What is being asked »
Within the records below, reproduce without change the lines from the line that has "ctx.rect(20, 1425, 500, 191);" through the line that has "use cookies to", and only those.

[Saved entries]
####

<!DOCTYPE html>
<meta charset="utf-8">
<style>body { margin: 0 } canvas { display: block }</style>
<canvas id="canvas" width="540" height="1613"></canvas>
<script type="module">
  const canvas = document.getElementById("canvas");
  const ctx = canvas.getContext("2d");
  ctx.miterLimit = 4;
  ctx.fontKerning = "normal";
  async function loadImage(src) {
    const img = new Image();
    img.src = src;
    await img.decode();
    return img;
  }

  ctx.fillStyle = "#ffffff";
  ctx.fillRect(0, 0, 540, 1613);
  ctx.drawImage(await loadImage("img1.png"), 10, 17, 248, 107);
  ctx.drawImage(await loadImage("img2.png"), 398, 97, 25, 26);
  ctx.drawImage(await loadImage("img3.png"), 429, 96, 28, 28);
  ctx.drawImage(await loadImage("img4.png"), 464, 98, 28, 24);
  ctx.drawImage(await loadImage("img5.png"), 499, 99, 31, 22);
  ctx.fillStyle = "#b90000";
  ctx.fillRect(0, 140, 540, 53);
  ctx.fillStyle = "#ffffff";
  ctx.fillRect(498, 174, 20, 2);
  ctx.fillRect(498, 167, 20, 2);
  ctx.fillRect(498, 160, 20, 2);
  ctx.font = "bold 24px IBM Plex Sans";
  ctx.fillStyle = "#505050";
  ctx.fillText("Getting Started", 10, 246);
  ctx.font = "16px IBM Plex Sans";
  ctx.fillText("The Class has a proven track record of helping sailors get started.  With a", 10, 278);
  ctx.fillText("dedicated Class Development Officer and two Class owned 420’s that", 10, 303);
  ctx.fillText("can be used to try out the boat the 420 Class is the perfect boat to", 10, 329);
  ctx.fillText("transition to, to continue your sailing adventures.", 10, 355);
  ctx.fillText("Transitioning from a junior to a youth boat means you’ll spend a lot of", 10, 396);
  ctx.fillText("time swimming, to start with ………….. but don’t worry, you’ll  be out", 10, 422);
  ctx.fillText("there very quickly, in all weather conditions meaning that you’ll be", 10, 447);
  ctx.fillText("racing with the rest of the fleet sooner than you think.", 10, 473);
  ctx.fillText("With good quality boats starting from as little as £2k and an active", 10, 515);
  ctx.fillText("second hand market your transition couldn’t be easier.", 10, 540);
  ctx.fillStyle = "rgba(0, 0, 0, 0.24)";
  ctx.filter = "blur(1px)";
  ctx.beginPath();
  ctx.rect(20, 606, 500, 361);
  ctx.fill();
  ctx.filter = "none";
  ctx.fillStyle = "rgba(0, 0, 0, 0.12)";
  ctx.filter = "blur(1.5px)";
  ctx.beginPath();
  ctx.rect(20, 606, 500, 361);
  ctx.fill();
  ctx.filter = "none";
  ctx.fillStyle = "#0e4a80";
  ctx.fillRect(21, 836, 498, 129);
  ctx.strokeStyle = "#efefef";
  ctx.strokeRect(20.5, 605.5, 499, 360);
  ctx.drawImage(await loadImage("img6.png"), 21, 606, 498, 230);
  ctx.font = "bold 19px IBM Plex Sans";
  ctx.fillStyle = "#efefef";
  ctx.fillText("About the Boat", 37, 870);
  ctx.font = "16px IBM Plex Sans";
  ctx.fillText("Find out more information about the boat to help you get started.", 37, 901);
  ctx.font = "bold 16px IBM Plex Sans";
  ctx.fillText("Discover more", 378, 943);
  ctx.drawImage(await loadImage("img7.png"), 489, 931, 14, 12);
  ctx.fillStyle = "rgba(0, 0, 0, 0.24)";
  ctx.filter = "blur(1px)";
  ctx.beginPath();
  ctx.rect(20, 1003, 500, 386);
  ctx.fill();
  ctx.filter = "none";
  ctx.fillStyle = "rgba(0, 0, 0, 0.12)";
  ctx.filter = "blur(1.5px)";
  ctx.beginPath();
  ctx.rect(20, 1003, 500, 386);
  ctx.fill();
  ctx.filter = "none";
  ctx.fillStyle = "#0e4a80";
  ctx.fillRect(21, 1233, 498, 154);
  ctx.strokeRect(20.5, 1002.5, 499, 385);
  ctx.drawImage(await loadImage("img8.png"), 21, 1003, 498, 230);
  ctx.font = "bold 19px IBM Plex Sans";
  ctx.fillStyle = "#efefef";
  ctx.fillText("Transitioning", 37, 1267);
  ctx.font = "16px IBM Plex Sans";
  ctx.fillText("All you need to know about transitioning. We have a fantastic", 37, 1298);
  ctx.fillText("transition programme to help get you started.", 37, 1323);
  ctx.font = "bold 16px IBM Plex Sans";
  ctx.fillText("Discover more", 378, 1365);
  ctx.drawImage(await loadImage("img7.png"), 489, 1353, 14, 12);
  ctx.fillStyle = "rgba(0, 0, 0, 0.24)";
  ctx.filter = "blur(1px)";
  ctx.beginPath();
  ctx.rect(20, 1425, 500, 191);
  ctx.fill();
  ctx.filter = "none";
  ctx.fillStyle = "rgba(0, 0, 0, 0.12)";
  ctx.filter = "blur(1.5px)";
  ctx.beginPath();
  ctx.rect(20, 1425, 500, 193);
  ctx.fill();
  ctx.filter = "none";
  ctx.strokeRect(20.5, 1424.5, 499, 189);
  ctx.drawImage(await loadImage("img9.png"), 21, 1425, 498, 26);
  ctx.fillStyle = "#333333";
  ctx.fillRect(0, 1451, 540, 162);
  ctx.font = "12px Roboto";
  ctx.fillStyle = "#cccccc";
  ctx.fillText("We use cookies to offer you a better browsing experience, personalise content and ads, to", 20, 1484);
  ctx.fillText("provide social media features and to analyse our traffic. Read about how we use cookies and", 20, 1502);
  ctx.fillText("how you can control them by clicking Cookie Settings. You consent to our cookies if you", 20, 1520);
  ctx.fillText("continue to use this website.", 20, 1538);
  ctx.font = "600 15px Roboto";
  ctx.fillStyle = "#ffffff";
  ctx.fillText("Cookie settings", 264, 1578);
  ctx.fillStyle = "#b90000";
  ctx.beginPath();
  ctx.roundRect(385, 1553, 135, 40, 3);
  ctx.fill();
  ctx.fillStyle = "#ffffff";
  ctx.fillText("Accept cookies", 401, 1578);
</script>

####

Answer below »
  ctx.rect(20, 1425, 500, 191);
  ctx.fill();
  ctx.filter = "none";
  ctx.fillStyle = "rgba(0, 0, 0, 0.12)";
  ctx.filter = "blur(1.5px)";
  ctx.beginPath();
  ctx.rect(20, 1425, 500, 193);
  ctx.fill();
  ctx.filter = "none";
  ctx.strokeRect(20.5, 1424.5, 499, 189);
  ctx.drawImage(await loadImage("img9.png"), 21, 1425, 498, 26);
  ctx.fillStyle = "#333333";
  ctx.fillRect(0, 1451, 540, 162);
  ctx.font = "12px Roboto";
  ctx.fillStyle = "#cccccc";
  ctx.fillText("We use cookies to offer you a better browsing experience, personalise content and ads, to", 20, 1484);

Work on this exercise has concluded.